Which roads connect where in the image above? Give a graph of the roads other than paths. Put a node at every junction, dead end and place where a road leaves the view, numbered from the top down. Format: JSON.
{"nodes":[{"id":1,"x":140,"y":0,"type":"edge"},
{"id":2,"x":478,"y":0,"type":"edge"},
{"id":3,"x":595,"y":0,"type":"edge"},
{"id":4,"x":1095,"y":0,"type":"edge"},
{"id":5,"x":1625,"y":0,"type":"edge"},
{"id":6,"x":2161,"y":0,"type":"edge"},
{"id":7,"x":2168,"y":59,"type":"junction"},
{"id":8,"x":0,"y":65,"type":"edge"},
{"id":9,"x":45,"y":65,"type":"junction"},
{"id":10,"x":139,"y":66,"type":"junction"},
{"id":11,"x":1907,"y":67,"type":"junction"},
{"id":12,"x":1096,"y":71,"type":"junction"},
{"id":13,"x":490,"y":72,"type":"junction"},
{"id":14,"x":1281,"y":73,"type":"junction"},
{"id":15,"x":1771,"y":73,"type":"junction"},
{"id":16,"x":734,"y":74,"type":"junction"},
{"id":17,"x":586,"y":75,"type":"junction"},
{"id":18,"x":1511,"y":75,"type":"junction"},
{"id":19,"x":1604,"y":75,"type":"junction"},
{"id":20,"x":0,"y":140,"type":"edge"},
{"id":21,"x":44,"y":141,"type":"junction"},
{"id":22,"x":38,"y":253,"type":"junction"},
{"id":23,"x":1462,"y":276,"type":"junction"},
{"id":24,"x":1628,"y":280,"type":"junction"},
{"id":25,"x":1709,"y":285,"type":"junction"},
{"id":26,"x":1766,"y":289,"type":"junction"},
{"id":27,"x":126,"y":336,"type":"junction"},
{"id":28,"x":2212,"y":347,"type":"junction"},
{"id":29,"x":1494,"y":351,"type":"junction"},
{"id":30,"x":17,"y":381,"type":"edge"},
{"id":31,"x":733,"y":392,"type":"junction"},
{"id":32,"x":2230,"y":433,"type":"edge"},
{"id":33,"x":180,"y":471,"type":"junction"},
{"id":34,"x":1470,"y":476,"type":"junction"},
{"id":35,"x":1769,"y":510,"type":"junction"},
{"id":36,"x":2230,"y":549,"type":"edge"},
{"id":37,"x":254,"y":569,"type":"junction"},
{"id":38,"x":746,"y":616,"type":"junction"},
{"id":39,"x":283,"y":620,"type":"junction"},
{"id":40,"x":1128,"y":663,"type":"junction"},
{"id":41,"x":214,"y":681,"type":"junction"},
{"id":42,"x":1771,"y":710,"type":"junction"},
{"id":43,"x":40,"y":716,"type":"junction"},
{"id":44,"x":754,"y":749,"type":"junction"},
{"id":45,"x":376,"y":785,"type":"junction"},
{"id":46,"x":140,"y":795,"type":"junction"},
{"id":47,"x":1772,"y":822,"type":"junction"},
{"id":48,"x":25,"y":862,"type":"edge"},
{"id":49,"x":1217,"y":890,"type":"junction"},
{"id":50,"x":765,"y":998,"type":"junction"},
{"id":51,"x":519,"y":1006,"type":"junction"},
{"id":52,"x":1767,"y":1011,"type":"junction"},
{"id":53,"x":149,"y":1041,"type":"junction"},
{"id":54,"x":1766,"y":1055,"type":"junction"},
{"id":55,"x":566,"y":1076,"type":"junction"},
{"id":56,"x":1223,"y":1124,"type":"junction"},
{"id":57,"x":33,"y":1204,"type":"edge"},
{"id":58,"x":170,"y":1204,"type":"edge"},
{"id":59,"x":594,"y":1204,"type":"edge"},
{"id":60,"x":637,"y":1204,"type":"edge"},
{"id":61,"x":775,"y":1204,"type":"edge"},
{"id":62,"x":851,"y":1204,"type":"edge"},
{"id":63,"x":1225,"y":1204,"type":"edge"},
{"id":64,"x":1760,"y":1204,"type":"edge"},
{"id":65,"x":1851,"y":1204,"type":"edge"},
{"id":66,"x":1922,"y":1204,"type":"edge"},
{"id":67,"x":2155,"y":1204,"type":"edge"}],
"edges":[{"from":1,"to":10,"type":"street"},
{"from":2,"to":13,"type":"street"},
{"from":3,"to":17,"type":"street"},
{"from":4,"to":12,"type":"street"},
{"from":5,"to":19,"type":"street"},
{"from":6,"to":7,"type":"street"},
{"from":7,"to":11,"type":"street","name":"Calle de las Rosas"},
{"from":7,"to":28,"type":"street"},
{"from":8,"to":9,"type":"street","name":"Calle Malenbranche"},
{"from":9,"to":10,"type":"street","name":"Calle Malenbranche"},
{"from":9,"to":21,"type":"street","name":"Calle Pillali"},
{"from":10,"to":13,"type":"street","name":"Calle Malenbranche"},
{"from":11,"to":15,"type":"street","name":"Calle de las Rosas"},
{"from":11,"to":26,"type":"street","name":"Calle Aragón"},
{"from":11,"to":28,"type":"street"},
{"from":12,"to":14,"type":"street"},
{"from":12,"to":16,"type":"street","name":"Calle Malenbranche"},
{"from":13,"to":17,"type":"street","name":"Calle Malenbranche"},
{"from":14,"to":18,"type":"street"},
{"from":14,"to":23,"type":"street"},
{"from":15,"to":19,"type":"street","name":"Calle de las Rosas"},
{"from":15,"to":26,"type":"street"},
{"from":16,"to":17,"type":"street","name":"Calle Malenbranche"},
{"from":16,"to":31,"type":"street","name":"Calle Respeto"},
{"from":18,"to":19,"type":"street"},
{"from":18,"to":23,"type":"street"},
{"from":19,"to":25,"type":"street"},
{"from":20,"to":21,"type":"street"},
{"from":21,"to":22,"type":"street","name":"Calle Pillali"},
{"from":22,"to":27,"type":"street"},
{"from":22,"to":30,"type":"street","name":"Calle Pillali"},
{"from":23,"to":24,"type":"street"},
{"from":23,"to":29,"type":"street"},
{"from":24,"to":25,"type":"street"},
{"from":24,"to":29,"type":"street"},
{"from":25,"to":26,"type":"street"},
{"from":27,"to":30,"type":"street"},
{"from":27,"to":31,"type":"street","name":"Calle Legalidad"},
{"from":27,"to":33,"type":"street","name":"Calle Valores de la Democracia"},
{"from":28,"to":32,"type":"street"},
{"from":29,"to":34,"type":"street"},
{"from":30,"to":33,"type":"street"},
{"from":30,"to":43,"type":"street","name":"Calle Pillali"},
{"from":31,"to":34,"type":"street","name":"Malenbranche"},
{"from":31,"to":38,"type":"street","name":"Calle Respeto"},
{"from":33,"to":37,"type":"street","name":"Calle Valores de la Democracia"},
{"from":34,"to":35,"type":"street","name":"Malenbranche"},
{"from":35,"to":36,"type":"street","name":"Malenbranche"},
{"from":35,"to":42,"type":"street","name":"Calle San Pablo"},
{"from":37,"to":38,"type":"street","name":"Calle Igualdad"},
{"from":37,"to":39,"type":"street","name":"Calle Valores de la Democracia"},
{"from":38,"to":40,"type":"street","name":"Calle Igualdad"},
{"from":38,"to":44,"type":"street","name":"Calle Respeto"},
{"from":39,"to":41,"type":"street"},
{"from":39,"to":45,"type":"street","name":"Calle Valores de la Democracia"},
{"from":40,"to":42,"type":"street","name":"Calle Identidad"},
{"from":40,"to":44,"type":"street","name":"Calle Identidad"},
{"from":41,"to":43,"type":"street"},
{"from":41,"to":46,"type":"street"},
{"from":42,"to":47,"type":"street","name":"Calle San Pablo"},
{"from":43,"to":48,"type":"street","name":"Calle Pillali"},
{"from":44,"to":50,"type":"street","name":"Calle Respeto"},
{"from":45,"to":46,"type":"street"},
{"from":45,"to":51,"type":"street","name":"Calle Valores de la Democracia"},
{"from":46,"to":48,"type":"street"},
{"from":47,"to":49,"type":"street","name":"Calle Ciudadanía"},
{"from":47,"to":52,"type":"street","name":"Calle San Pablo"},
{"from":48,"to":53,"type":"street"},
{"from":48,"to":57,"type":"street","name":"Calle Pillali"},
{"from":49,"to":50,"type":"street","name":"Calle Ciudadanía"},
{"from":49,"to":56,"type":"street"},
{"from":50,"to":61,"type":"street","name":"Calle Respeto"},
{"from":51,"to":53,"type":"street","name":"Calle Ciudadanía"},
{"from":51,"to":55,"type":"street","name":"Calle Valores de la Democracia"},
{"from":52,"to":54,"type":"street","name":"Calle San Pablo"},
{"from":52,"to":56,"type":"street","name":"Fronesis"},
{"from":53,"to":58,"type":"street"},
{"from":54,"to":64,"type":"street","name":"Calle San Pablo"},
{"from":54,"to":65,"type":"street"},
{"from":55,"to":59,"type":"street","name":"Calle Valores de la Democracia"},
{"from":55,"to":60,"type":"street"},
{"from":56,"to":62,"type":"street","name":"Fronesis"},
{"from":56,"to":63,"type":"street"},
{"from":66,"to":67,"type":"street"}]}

※

Filter on the word "Malenbranche": copy each matching line from the entries above.

{"from":8,"to":9,"type":"street","name":"Calle Malenbranche"},
{"from":9,"to":10,"type":"street","name":"Calle Malenbranche"},
{"from":10,"to":13,"type":"street","name":"Calle Malenbranche"},
{"from":12,"to":16,"type":"street","name":"Calle Malenbranche"},
{"from":13,"to":17,"type":"street","name":"Calle Malenbranche"},
{"from":16,"to":17,"type":"street","name":"Calle Malenbranche"},
{"from":31,"to":34,"type":"street","name":"Malenbranche"},
{"from":34,"to":35,"type":"street","name":"Malenbranche"},
{"from":35,"to":36,"type":"street","name":"Malenbranche"},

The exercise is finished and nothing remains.